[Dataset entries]
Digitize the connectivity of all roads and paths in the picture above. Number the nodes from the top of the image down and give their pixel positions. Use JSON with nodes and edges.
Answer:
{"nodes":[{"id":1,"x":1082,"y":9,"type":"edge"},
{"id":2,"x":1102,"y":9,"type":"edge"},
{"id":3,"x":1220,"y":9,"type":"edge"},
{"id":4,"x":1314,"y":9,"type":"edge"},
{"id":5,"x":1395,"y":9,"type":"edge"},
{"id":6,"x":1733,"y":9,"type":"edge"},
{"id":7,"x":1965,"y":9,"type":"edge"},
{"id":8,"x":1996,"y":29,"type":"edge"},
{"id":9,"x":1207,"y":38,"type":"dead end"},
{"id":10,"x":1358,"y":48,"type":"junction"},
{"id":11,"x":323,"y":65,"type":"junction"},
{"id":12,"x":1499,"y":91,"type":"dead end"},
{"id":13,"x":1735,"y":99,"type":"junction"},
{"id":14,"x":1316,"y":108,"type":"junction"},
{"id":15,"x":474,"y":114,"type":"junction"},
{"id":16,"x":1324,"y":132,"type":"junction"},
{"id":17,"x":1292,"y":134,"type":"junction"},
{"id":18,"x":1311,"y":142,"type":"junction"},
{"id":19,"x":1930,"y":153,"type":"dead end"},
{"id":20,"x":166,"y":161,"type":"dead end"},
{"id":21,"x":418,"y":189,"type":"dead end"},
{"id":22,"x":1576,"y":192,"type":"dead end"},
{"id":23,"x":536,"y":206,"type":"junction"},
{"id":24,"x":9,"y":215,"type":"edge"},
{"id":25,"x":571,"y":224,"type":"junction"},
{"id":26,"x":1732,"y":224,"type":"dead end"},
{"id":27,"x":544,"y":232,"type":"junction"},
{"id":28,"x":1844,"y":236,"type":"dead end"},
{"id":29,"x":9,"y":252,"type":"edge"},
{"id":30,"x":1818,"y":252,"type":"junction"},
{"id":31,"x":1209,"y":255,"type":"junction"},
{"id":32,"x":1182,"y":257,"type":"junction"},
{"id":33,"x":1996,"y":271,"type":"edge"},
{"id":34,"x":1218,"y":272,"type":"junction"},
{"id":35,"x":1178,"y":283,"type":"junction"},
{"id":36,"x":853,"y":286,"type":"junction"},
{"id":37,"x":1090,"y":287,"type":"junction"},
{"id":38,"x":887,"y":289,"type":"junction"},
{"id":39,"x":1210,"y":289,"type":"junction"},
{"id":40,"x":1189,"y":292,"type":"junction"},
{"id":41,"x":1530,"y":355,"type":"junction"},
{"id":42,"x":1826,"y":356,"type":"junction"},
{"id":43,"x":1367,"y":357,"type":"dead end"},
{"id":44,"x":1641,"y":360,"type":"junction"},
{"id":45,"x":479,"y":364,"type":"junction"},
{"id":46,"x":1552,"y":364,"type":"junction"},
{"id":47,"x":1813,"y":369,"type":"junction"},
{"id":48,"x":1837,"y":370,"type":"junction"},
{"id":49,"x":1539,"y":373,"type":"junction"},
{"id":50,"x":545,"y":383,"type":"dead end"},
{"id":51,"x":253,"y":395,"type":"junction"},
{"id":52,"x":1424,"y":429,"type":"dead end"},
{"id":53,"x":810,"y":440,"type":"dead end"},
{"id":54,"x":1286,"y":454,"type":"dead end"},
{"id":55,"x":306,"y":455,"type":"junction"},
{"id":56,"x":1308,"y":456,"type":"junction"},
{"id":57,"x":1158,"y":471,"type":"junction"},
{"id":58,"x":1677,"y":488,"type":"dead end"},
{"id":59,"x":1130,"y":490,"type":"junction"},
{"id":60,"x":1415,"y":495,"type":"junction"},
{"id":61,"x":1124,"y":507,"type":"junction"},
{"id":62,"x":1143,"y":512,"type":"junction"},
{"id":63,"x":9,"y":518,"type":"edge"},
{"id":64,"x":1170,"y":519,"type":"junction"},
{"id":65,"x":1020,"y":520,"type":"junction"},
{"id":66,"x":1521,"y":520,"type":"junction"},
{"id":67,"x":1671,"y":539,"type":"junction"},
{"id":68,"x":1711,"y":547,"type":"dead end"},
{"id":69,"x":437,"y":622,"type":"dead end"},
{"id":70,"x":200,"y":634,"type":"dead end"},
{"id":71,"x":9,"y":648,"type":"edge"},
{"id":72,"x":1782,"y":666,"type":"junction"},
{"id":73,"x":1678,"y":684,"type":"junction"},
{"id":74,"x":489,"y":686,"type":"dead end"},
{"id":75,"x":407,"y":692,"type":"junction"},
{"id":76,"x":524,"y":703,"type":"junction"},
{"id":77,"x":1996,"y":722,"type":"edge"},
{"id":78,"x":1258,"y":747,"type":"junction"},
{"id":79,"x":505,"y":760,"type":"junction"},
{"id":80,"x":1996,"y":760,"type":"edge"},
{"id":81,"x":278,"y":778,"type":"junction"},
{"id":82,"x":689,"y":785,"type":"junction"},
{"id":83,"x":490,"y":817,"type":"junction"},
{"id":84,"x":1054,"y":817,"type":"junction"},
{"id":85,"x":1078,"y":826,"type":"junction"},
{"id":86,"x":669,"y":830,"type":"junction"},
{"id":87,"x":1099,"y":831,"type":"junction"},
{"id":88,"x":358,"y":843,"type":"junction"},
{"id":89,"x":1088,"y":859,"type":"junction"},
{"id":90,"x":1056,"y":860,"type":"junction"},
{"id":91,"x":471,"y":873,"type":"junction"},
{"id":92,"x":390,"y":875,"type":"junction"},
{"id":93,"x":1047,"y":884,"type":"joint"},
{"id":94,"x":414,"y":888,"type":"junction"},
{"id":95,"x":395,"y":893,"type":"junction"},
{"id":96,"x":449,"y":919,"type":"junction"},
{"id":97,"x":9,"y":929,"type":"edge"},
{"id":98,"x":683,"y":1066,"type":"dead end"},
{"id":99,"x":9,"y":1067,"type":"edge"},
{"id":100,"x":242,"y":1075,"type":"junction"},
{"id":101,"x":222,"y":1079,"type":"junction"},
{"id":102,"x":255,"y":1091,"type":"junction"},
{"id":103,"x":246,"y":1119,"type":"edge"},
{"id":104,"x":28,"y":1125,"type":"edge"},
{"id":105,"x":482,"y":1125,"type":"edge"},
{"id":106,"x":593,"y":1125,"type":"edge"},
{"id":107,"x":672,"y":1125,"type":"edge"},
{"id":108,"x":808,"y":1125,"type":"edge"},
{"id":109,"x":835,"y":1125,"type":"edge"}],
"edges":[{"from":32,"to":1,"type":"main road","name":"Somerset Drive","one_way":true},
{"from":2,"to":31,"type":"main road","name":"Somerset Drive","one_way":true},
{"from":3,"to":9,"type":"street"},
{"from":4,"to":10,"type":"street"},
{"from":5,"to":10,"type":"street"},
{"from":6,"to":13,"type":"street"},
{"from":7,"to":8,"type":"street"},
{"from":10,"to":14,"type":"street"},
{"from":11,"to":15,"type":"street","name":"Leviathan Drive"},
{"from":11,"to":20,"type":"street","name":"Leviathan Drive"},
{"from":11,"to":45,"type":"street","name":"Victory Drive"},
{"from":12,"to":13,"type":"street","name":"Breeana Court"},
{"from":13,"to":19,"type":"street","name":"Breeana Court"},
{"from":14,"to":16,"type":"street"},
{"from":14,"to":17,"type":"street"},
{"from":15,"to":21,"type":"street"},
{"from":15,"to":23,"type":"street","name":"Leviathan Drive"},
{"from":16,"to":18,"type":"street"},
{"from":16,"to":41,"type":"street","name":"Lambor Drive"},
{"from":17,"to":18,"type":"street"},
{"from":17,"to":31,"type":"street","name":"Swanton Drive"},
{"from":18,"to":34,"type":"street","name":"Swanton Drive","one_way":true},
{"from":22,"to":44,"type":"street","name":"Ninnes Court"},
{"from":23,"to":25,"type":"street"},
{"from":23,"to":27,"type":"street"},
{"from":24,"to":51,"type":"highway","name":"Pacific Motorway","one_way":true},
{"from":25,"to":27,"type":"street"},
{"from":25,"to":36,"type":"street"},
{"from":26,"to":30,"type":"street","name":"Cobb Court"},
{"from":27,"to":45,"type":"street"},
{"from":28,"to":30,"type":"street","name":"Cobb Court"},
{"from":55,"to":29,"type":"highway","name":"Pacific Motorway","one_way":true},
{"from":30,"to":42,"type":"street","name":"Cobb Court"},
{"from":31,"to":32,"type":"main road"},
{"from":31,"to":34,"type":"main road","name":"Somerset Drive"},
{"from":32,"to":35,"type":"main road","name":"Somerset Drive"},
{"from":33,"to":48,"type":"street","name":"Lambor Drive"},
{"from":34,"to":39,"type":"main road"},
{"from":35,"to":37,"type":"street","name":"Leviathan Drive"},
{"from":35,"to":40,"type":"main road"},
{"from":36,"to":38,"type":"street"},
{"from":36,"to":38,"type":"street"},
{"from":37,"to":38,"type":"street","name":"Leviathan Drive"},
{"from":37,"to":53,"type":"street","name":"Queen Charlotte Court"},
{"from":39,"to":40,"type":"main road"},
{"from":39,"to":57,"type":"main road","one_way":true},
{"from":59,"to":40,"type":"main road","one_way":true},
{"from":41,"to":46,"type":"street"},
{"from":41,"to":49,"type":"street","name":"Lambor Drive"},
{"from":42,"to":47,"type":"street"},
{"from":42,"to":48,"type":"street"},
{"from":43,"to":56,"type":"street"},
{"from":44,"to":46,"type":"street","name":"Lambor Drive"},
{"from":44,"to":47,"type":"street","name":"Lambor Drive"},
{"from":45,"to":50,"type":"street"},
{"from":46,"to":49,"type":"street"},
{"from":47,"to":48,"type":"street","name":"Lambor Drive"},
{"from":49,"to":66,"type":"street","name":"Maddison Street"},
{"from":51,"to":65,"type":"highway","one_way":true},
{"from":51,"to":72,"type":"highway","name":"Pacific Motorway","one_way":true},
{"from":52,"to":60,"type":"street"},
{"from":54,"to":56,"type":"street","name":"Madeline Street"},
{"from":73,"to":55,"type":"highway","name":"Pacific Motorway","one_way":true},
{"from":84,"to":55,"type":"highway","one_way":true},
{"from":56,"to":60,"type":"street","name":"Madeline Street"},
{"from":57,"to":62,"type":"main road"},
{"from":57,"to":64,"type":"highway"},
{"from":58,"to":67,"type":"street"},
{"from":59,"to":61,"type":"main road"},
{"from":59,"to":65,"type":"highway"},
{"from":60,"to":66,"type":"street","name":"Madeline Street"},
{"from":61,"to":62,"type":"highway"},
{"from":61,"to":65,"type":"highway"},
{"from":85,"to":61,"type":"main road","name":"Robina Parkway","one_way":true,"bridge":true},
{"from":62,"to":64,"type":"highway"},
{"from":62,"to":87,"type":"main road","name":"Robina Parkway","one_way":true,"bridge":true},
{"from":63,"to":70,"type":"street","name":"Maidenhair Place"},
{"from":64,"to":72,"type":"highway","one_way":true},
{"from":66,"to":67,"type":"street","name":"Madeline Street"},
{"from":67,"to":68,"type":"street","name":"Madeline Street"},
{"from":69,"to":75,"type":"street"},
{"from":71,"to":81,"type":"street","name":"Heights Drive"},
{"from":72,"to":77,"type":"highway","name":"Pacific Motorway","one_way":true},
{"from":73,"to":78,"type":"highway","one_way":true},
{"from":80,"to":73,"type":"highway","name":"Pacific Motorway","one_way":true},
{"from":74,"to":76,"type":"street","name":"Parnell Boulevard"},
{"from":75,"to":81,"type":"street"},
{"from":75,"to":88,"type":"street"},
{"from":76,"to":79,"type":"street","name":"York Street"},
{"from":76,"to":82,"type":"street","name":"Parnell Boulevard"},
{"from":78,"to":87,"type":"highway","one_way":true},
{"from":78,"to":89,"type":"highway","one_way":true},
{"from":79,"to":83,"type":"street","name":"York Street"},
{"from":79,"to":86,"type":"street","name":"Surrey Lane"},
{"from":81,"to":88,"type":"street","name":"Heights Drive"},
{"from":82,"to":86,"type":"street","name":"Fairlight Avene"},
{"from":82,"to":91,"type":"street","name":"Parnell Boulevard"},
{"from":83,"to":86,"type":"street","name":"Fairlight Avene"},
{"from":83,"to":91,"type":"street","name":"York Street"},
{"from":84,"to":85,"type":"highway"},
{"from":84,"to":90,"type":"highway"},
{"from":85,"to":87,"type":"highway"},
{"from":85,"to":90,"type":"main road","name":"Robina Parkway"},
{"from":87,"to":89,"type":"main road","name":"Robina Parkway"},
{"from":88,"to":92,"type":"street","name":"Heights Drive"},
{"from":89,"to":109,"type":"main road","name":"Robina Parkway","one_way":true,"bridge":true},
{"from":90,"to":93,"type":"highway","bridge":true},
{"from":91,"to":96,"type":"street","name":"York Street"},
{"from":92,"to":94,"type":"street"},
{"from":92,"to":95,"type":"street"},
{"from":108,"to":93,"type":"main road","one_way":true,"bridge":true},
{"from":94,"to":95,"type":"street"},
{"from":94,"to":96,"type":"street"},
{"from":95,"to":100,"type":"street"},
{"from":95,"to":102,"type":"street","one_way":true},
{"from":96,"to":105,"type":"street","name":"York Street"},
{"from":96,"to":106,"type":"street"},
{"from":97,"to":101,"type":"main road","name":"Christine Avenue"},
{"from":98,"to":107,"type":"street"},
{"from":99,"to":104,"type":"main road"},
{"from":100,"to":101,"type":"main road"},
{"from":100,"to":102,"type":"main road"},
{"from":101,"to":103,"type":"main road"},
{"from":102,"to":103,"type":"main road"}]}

EXERCISE DESCRIPTION:
Find the count of lines in the data above where the string "edges" occurs. Provide that number alone.

EXERCISE OUTPUT:
2